Task to complete: All of the data below is to be repeated exactly, except for the pictures.
(Beginning of Data listing)
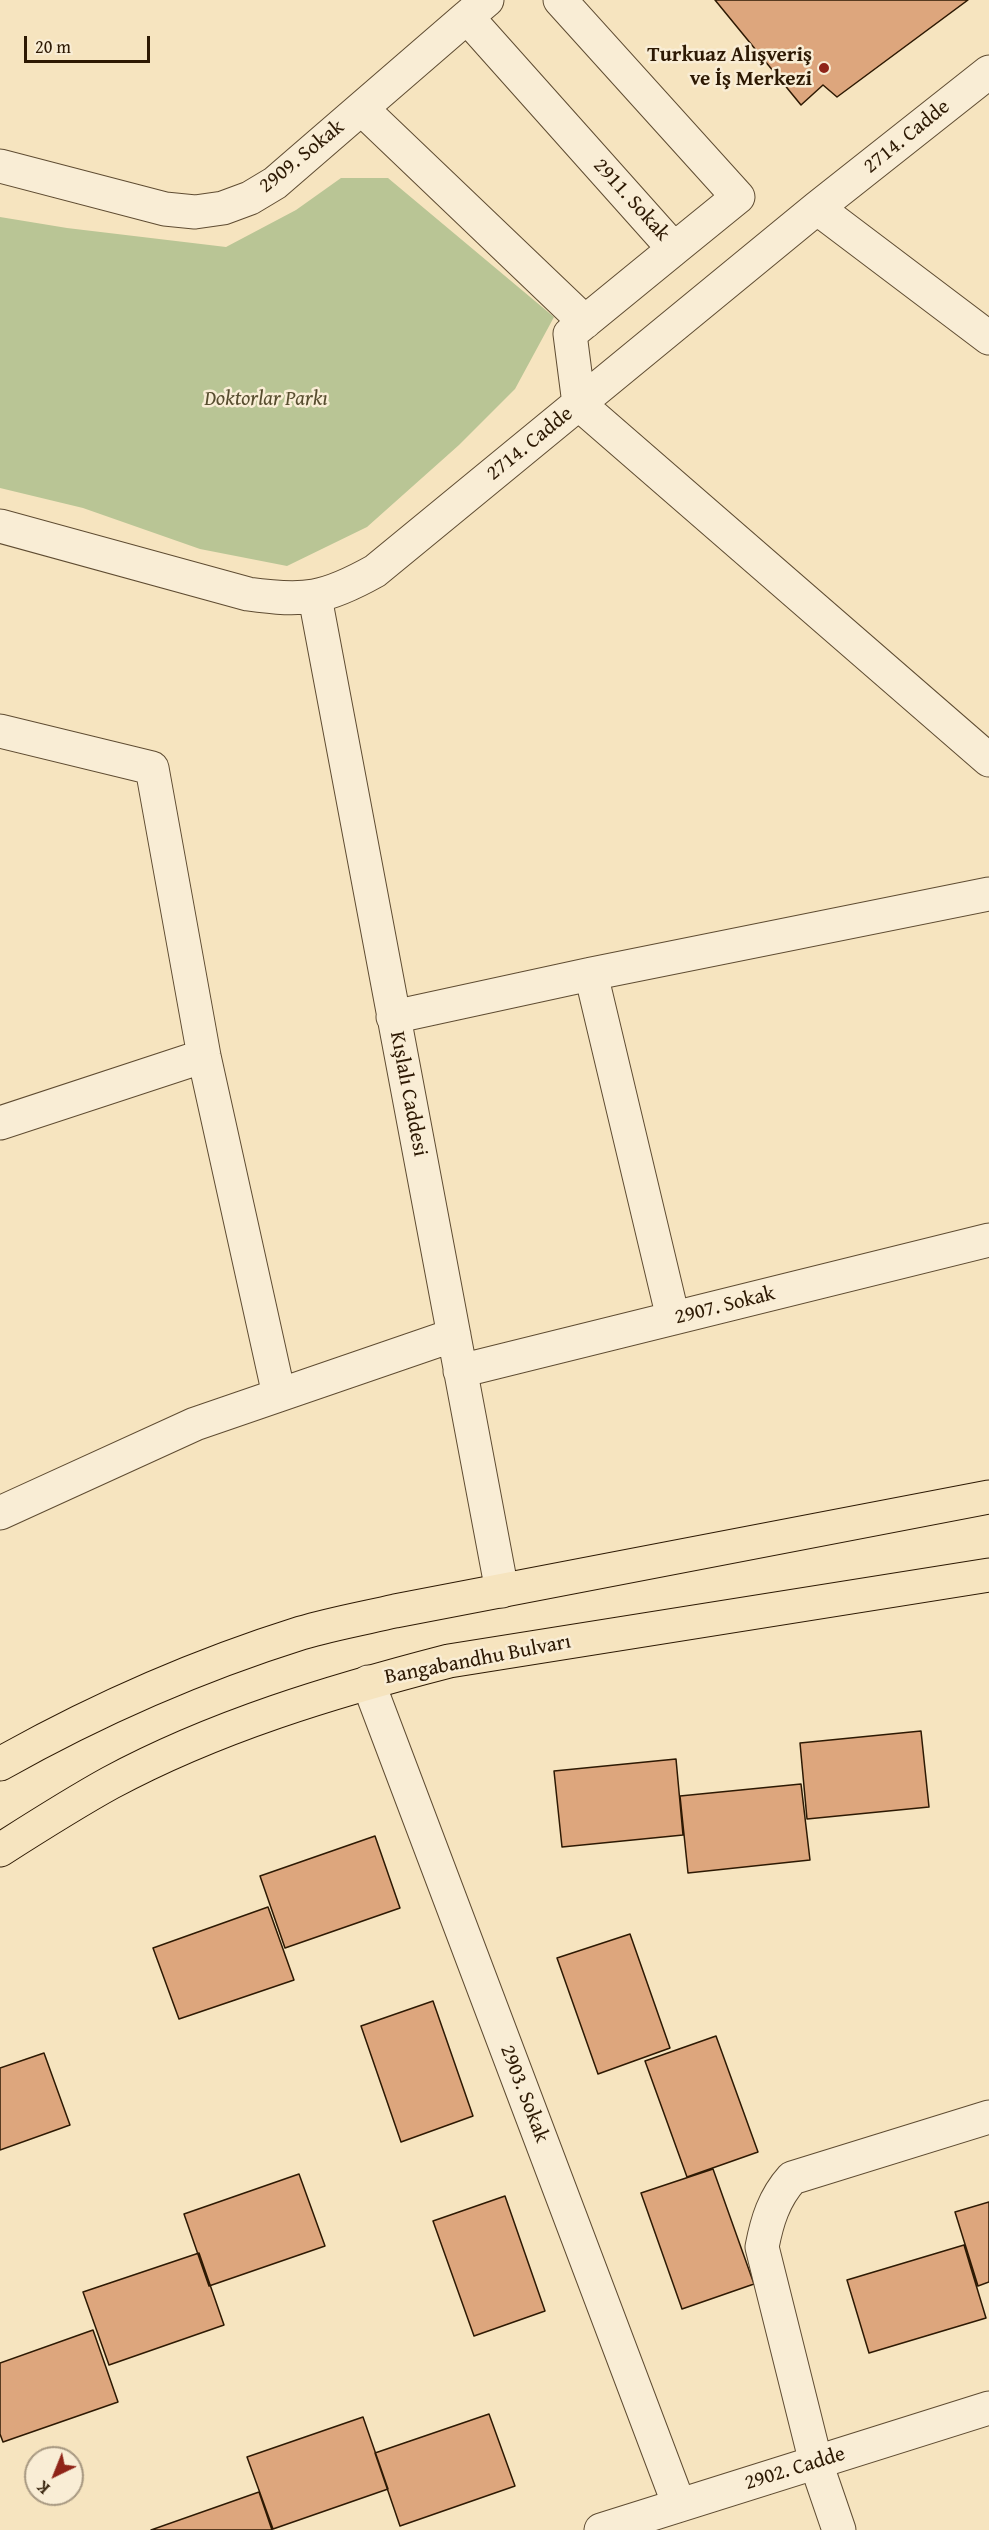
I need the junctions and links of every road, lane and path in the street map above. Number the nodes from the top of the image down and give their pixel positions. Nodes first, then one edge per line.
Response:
1 (560, 0) edge
2 (477, 8) edge
3 (989, 72) edge
4 (362, 109) junction
5 (0, 166) edge
6 (818, 208) junction
7 (674, 249) junction
8 (585, 322) junction
9 (989, 338) edge
10 (579, 404) junction
11 (0, 526) edge
12 (315, 597) junction
13 (0, 731) edge
14 (989, 760) edge
15 (989, 894) edge
16 (591, 974) junction
17 (393, 1017) junction
18 (204, 1056) junction
19 (0, 1123) edge
20 (989, 1240) edge
21 (673, 1318) junction
22 (454, 1335) junction
23 (460, 1371) junction
24 (279, 1395) junction
25 (989, 1497) edge
26 (0, 1513) edge
27 (989, 1575) edge
28 (502, 1591) junction
29 (368, 1682) junction
30 (0, 1764) edge
31 (0, 1850) edge
32 (989, 2117) edge
33 (989, 2408) edge
34 (816, 2463) junction
35 (679, 2505) junction
36 (602, 2530) edge
37 (839, 2530) edge

1 - 7 street
2 - 4 street, 2909. Sokak
2 - 7 street, 2911. Sokak
3 - 6 street, 2714. Cadde
4 - 5 street, 2909. Sokak
4 - 8 street
6 - 9 street
6 - 10 street, 2714. Cadde
7 - 8 street, 2911. Sokak
8 - 10 street, 2911. Sokak
10 - 12 street, 2714. Cadde
10 - 14 street
11 - 12 street, 2714. Cadde
12 - 17 street, Kışlalı Caddesi
13 - 18 street
15 - 16 street
16 - 17 street
16 - 21 street
17 - 22 street, Kışlalı Caddesi
18 - 19 street
18 - 24 street
20 - 21 street, 2907. Sokak
21 - 23 street, 2907. Sokak
22 - 23 street, Kışlalı Caddesi
22 - 24 street
23 - 28 street, Kışlalı Caddesi
24 - 26 street
25 - 28 main road
27 - 29 main road, Bangabandhu Bulvarı
28 - 30 main road
29 - 31 main road, Bangabandhu Bulvarı
29 - 35 street, 2903. Sokak
32 - 34 street
33 - 34 street, 2902. Cadde
34 - 35 street, 2902. Cadde
34 - 37 street
35 - 36 street, 2902. Cadde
(End of Data listing)
Solved exercise:
I need the junctions and links of every road, lane and path in the street map above. Number the nodes from the top of the image down and give their pixel positions. Nodes first, then one edge per line.
Response:
1 (560, 0) edge
2 (477, 8) edge
3 (989, 72) edge
4 (362, 109) junction
5 (0, 166) edge
6 (818, 208) junction
7 (674, 249) junction
8 (585, 322) junction
9 (989, 338) edge
10 (579, 404) junction
11 (0, 526) edge
12 (315, 597) junction
13 (0, 731) edge
14 (989, 760) edge
15 (989, 894) edge
16 (591, 974) junction
17 (393, 1017) junction
18 (204, 1056) junction
19 (0, 1123) edge
20 (989, 1240) edge
21 (673, 1318) junction
22 (454, 1335) junction
23 (460, 1371) junction
24 (279, 1395) junction
25 (989, 1497) edge
26 (0, 1513) edge
27 (989, 1575) edge
28 (502, 1591) junction
29 (368, 1682) junction
30 (0, 1764) edge
31 (0, 1850) edge
32 (989, 2117) edge
33 (989, 2408) edge
34 (816, 2463) junction
35 (679, 2505) junction
36 (602, 2530) edge
37 (839, 2530) edge

1 - 7 street
2 - 4 street, 2909. Sokak
2 - 7 street, 2911. Sokak
3 - 6 street, 2714. Cadde
4 - 5 street, 2909. Sokak
4 - 8 street
6 - 9 street
6 - 10 street, 2714. Cadde
7 - 8 street, 2911. Sokak
8 - 10 street, 2911. Sokak
10 - 12 street, 2714. Cadde
10 - 14 street
11 - 12 street, 2714. Cadde
12 - 17 street, Kışlalı Caddesi
13 - 18 street
15 - 16 street
16 - 17 street
16 - 21 street
17 - 22 street, Kışlalı Caddesi
18 - 19 street
18 - 24 street
20 - 21 street, 2907. Sokak
21 - 23 street, 2907. Sokak
22 - 23 street, Kışlalı Caddesi
22 - 24 street
23 - 28 street, Kışlalı Caddesi
24 - 26 street
25 - 28 main road
27 - 29 main road, Bangabandhu Bulvarı
28 - 30 main road
29 - 31 main road, Bangabandhu Bulvarı
29 - 35 street, 2903. Sokak
32 - 34 street
33 - 34 street, 2902. Cadde
34 - 35 street, 2902. Cadde
34 - 37 street
35 - 36 street, 2902. Cadde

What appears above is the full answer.